Lovers of Americana trivia may take delight in the link between The Lowest Pair and Glen Campbell. It is the fact that ‘The Lowest Pair’ is a poem written by country and bluegrass artist John Hartford who also wrote the Glen Campbell hit, ‘Gentle on my Mind’. Consummate banjo players, the duo of Kendl Winter and Palmer T. Lee have five albums under their respective belts including what has to be a contender for the best covers album title of all time: ‘I Reckon I’m Fixin’ On Kickin’ Round to Pick A Little, Vol. 1’. Having toured from Bellingham, Washington State to The Shetland Islands, the duo are no strangers to the live circuit which has no doubt honed their musical skills to the level shown on this album.

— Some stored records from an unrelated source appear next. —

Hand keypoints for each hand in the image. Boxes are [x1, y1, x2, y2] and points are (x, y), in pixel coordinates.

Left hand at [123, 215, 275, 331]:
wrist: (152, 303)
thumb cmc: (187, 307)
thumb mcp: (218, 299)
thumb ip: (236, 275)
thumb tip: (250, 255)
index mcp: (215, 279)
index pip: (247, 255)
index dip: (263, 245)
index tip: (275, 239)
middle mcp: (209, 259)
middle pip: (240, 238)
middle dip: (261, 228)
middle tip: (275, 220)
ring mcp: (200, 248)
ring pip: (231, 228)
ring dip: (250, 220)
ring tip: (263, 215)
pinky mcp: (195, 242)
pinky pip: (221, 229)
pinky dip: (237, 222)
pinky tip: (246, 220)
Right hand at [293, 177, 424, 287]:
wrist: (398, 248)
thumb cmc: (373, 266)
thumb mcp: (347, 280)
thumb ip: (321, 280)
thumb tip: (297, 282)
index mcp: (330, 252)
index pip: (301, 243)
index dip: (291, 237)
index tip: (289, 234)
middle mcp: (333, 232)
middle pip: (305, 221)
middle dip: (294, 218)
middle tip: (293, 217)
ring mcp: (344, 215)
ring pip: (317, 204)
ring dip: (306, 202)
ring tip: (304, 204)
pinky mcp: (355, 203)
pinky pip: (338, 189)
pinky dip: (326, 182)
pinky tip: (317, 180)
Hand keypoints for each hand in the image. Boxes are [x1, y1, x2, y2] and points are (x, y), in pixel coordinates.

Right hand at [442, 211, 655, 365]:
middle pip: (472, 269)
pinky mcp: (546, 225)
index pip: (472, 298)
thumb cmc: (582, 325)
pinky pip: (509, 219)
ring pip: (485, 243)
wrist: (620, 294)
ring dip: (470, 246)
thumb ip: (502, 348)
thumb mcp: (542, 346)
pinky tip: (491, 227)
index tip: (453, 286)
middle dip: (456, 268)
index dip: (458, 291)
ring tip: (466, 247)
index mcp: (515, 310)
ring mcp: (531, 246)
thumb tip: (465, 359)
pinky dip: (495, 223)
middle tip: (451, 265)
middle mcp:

The, ‘Perfect Plan’ whilst having claw-hammer banjo and acoustic guitar at its heart, is augmented by a variety of session players who bring a lush sound to some of the tracks. There is much reflection in the songs on seeking to reconcile actuality with idealism and not a small amount of hope is contained within these ruminations.
Winter, who takes lead vocals on the majority of tracks, has a very distinctive voice, in turns reminiscent of Emmylou Harris and Mandolin Orange singer, Emily Frantz. The opening track, ‘How Far I Would Go’ has a spacious feel that lingers like a wisp of smoke before it is succeeded by ‘Too Late Babe’, featuring aforementioned banjo with a steady backbeat. ‘Wild Animals’ urges us to, “Breathe in breathe out” through the vicissitudes of fortune, using Lee’s secondary vocals to good effect. ‘Shot Down the Sky’ has a classic country feel helped by some agreeable pedal steel whilst Lee takes lead vocals on ‘Enemy of Ease’ where memory can haunt you and prevent you from moving forward.
The complementary harmonies of Winter and Lee paired with their lyrical songwriting have been given the opportunity to flourish with the inclusion of a variety of instrumentalists on this album. At times earthy, at others dreamy and wistful, it is well worth spending some time with.